Rappelons que le projet d'accord de paix comprend 17 articles, dont 15 avaient déjà fait l'objet d'un accord. Les deux points non résolus portaient sur la renonciation aux revendications internationales mutuelles et sur l'abstention de déployer des représentants d'autres pays le long de la frontière entre l'Arménie et l'Azerbaïdjan. C’est chose faite, l’Arménie a accepté.

 

Comme on pouvait s’y attendre, Bakou a posé de nouvelles conditions préalables : 1- L’Arménie doit demander la dissolution du Groupe de Minsk de l’OSCE ; 2- et surtout, elle doit changer sa Constitution en supprimant toute allusion au ‘Karabakh’. Suite à quoi, il a déclaré qu'il était trop tôt pour discuter des dates de réunion en vue d’une signature.

 

En terme familier, cela s’appelle du « foutage de gueule ».

 

Ilham Aliev, à l’instar de Vladimir Poutine, aime à faire durer le plaisir de sa signature au bas d’un accord, qui comme la ligne d’horizon, plus on s’en approche, plus elle s'éloigne. Le dictateur n’a pas terminé son travail en Arménie.

 

Tous ceux qui ont salué les déclarations conjointes de l’Arménie et de l’Azerbaïdjan d’une paix future, n’ont pas fait de nouvelles déclarations suite aux deux rajouts de Bakou. Une fois cette étape franchie — au mieux en 2026 pour la nouvelle Constitution, le potentat présentera la suite des « réjouissances » à savoir : En premier lieu la libération du ‘couloir du Zanguézour’ de toute surveillance arménienne, suivi un peu plus tard du retour dans le  ‘Zanguézour occidentale’ — entendez par là les ¾ de l’Arménie, de dizaines de milliers d’Azéris ayant fui les combats lors de la première guerre du Karabakh.

 

On notera une différence fondamentale dans l’approche des problèmes avec ses voisins turco-azéris. Ilham Aliev fait toujours référence à l’histoire, même révisée, pour appuyer ses revendications, alors que Nigol Pachinian se focalise exclusivement sur l’Arménie « réelle » postsoviétique, faisant fi de tout le passé historique. De même avec la Turquie, il évite de parler de génocide pour évoquer les événements tragiques de 1915, se contentant de parler de « medz yéghérne ». Pleutre comme il est, dans ses échanges avec Ankara, il devrait dire « Mont Ağrı Dağı » en lieu et place de « Mont Ararat », peut-être qu’Erdoğan lui lancera un os.

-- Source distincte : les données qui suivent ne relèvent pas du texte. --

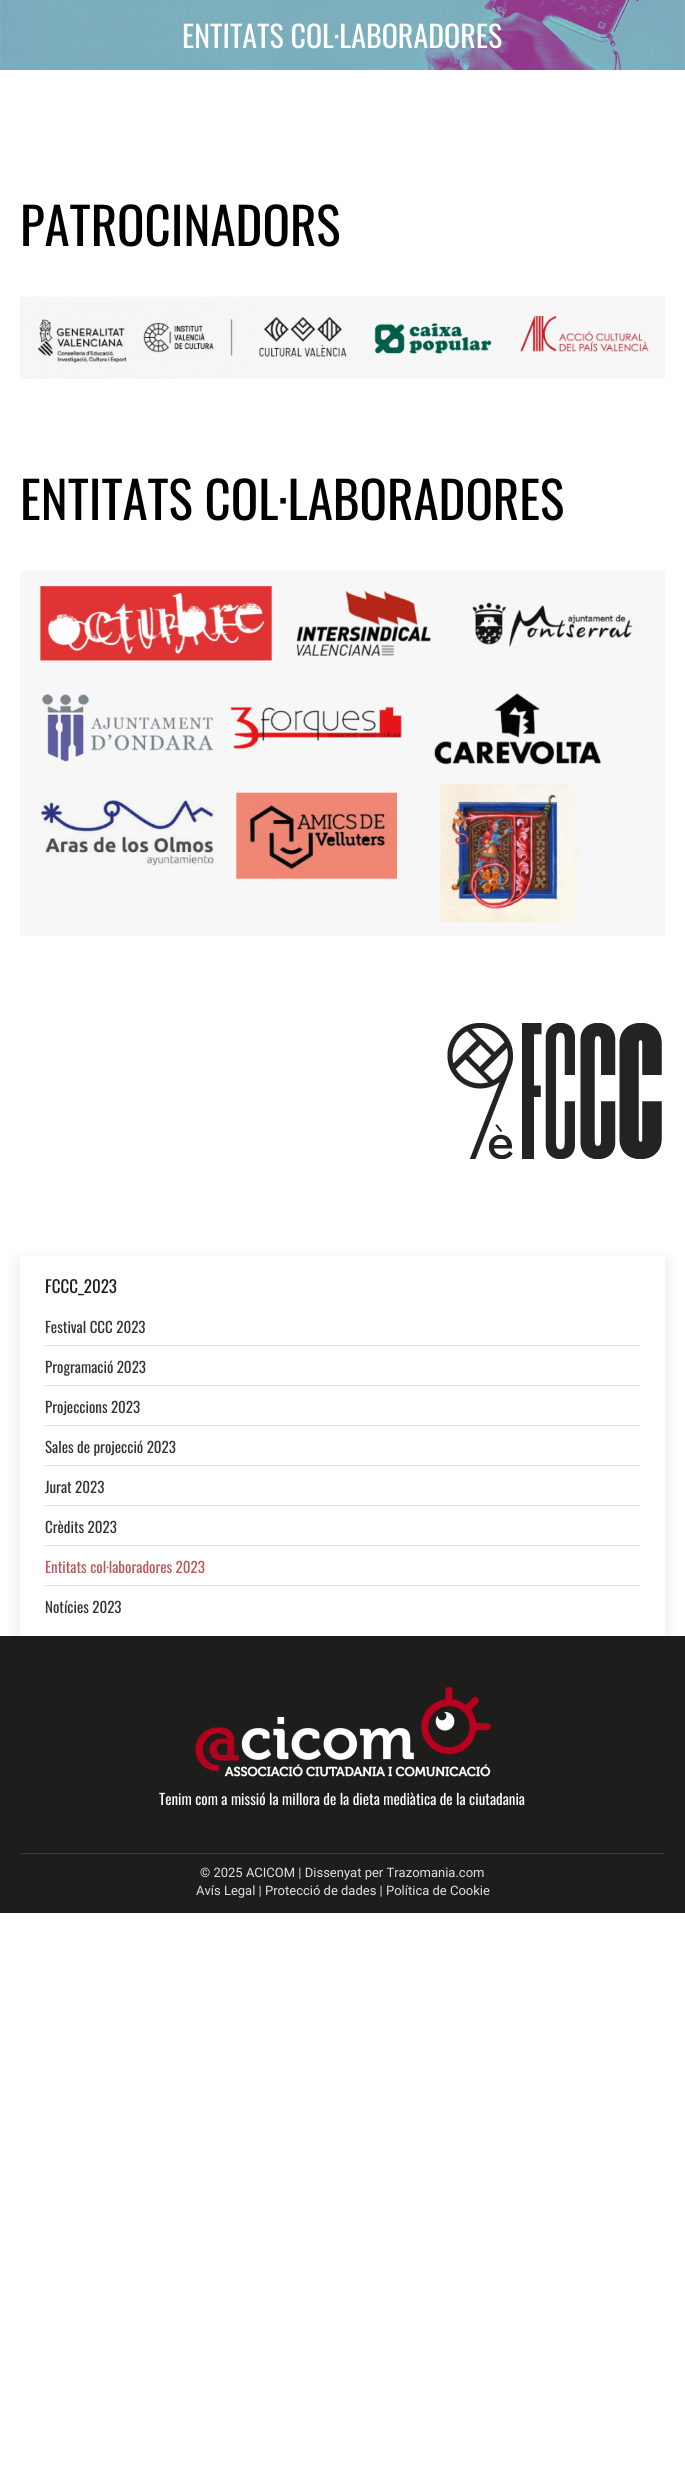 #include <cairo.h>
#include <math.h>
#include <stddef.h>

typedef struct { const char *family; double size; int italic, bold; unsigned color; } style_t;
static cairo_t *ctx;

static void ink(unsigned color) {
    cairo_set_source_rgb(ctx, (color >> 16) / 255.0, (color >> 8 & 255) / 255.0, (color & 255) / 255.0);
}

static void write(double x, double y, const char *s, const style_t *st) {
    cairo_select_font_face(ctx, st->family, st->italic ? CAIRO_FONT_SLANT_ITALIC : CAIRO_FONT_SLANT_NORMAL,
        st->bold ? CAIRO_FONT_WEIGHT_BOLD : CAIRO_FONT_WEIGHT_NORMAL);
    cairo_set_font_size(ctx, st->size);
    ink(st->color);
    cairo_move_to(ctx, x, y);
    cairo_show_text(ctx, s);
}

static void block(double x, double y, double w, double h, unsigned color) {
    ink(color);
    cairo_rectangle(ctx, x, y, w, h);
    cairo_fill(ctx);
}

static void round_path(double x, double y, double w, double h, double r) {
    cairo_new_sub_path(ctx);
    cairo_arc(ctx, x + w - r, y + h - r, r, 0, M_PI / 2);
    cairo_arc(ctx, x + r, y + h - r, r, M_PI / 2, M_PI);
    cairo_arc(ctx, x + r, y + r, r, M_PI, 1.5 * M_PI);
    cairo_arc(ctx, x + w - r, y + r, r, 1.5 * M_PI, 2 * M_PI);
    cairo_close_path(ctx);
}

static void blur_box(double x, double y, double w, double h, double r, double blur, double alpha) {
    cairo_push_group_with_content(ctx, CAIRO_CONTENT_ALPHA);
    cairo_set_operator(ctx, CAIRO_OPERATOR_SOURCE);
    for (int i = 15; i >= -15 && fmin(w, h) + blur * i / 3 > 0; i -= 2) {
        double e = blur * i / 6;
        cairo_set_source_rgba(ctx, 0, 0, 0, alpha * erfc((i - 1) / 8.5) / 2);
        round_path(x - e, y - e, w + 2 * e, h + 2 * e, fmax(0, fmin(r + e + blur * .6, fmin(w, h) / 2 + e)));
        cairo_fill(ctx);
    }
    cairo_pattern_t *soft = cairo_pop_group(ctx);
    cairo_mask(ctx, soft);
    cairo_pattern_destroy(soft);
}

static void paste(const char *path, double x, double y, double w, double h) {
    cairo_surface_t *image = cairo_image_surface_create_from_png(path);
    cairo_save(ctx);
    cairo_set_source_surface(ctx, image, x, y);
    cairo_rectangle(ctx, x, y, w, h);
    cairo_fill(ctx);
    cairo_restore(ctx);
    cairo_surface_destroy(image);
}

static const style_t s1 = {"Oswald", 30, 0, 0, 0xffffff};
static const style_t s2 = {"Oswald", 51, 0, 0, 0x000000};
static const style_t s3 = {"Oswald", 17, 0, 0, 0x1e1e1e};
static const style_t s4 = {"Oswald", 15, 0, 0, 0x333333};
static const style_t s5 = {"Oswald", 15, 0, 0, 0xba5759};
static const style_t s6 = {"Oswald", 15, 0, 0, 0xffffff};
static const style_t s7 = {"Roboto", 13, 0, 0, 0xe0e0e0};

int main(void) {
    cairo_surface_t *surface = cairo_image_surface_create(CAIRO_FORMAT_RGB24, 685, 2474);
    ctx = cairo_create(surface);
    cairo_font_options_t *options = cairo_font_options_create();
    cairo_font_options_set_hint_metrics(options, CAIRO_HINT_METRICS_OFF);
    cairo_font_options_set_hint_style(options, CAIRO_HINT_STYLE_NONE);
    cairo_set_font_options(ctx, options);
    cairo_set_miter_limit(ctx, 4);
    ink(0xffffff);
    cairo_paint(ctx);
    paste("pic1.png", 0, 0, 685, 70);
    write(182, 48, "ENTITATS COL·LABORADORES", &s1);
    write(20, 246, "PATROCINADORS", &s2);
    paste("pic2.png", 20, 296, 645, 83);
    write(20, 520, "ENTITATS COL·LABORADORES", &s2);
    paste("pic3.png", 20, 570, 645, 366);
    paste("pic4.png", 447, 1023, 215, 136);
    block(0, 1636, 685, 277, 0x1d1d1b);
    cairo_save(ctx);
    cairo_set_fill_rule(ctx, CAIRO_FILL_RULE_EVEN_ODD);
    cairo_new_path(ctx);
    cairo_move_to(ctx, 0, 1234);
    cairo_line_to(ctx, 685, 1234);
    cairo_line_to(ctx, 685, 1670);
    cairo_line_to(ctx, 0, 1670);
    cairo_close_path(ctx);
    cairo_move_to(ctx, 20, 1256);
    cairo_line_to(ctx, 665, 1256);
    cairo_line_to(ctx, 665, 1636);
    cairo_line_to(ctx, 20, 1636);
    cairo_close_path(ctx);
    cairo_clip(ctx);
    ink(0x000000);
    blur_box(20, 1262, 645, 380, 0, 9, 0.1);
    cairo_restore(ctx);
    write(45, 1293, "FCCC_2023", &s3);
    write(45, 1333, "Festival CCC 2023", &s4);
    block(45, 1345, 595, 1, 0xe0e0e0);
    write(45, 1373, "Programació 2023", &s4);
    block(45, 1385, 595, 1, 0xe0e0e0);
    write(45, 1413, "Projeccions 2023", &s4);
    block(45, 1425, 595, 1, 0xe0e0e0);
    write(45, 1453, "Sales de projecció 2023", &s4);
    block(45, 1465, 595, 1, 0xe0e0e0);
    write(45, 1493, "Jurat 2023", &s4);
    block(45, 1505, 595, 1, 0xe0e0e0);
    write(45, 1533, "Crèdits 2023", &s4);
    block(45, 1545, 595, 1, 0xe0e0e0);
    write(45, 1573, "Entitats col·laboradores 2023", &s5);
    block(45, 1585, 595, 1, 0xe0e0e0);
    write(45, 1613, "Notícies 2023", &s4);
    paste("pic5.png", 195, 1686, 296, 91);
    write(159, 1805, "Tenim com a missió la millora de la dieta mediàtica de la ciutadania", &s6);
    block(20, 1853, 645, 1, 0x383836);
    write(200, 1877, "© 2025 ACICOM | Dissenyat per Trazomania.com", &s7);
    write(196, 1895, "Avís Legal | Protecció de dades | Política de Cookie", &s7);
    cairo_surface_write_to_png(surface, "screenshot.png");
    cairo_font_options_destroy(options);
    cairo_destroy(ctx);
    cairo_surface_destroy(surface);
    return 0;
}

Nombre d’observateurs avertis, qu’ils soient nationaux ou diasporiques, ne partagent pas l’optimisme béat de Nigol Pachinian. Pour eux, « une hirondelle ne fait pas le printemps ».

 

Depuis les signatures, en présence de Moscou, des deux cessez-le-feu entre l’Arménie et l’Azerbaïdjan, qui mettaient fin : 1- à la première guerre du Karabakh en mai 1994 ; 2- à la seconde guerre du Karabakh en novembre 2020 ; tout le monde a pu constater comment Bakou se fichait pas mal de sa signature et de ses engagements.

 

Pourquoi s’arrêter en si bon chemin face au ventre mou de Pachinian ?

 

Par conséquent, Ilham Aliev tient absolument voir inscrits dans l’accord de paix, les points suivants :

 

-      Renoncer à présenter par l’Arménie des revendications devant des organisations internationales, lui permet d’éviter des réflexions désagréables, voire des jugements défavorables, et passer aux yeux de l’Occident pour un pays respectueux des normes et du droit international ;

-      Ne plus avoir des Observateurs étrangers à sa frontière avec l’Arménie, lui permet de lancer des petites ‘incartades’ et le cas échéant, d’installer des équipements militaires, pas forcément défensifs. Qui va aller vérifier ? ;

-      Forcer l’Arménie à demander la suppression du Groupe de Minsk de l’OSCE, lui permet de supprimer toute revendication de la part des Karabakhis de leur droit et un retour sur leurs terres, telles qu’il ressort des dernières propositions – toujours valables, du Groupe de Minsk. Le ‘fin’ politicien arménien a dit tout de suite ‘oui’ ;

-      Obliger l’Arménie à supprimer toute référence ou allusion au Haut-Karabakh, lui permet de se prémunir contre toute action d’Erevan contre lui, se basant sur du factuel ou sur l’histoire ;

-      La libéralisation totale du ‘couloir du Zanguézour’ de toute contrainte arménienne, lui permet d’avoir une liaison permanente avec le Nakhitchevan et donc avec la Turquie. Cela permet de faire transiter tout ce que l’on veut, comme on veut. Cerise sur gâteau, on coupe l’Arménie de l’Iran et on maitrise ainsi trois des quatre frontières de l’Arménie. C’est d’ailleurs ce qu’a déclaré Ankara tout en félicitant la future signature de l’accord de paix ;

-      Le retour des Azerbaïdjanais en Arménie permettra de noyauter et de déstabiliser le pays par le tandem turco-azéri.

 

Indépendamment du fait que l’on ne connaisse pas en détail les quinze autres points de l’accord de paix, un grand nombre d’interrogations restent sans réponse.

 

-      Quid des 27 prisonniers et otages détenus dans les geôles de Bakou ? Seront-ils libérés ou croupiront-ils en prison ?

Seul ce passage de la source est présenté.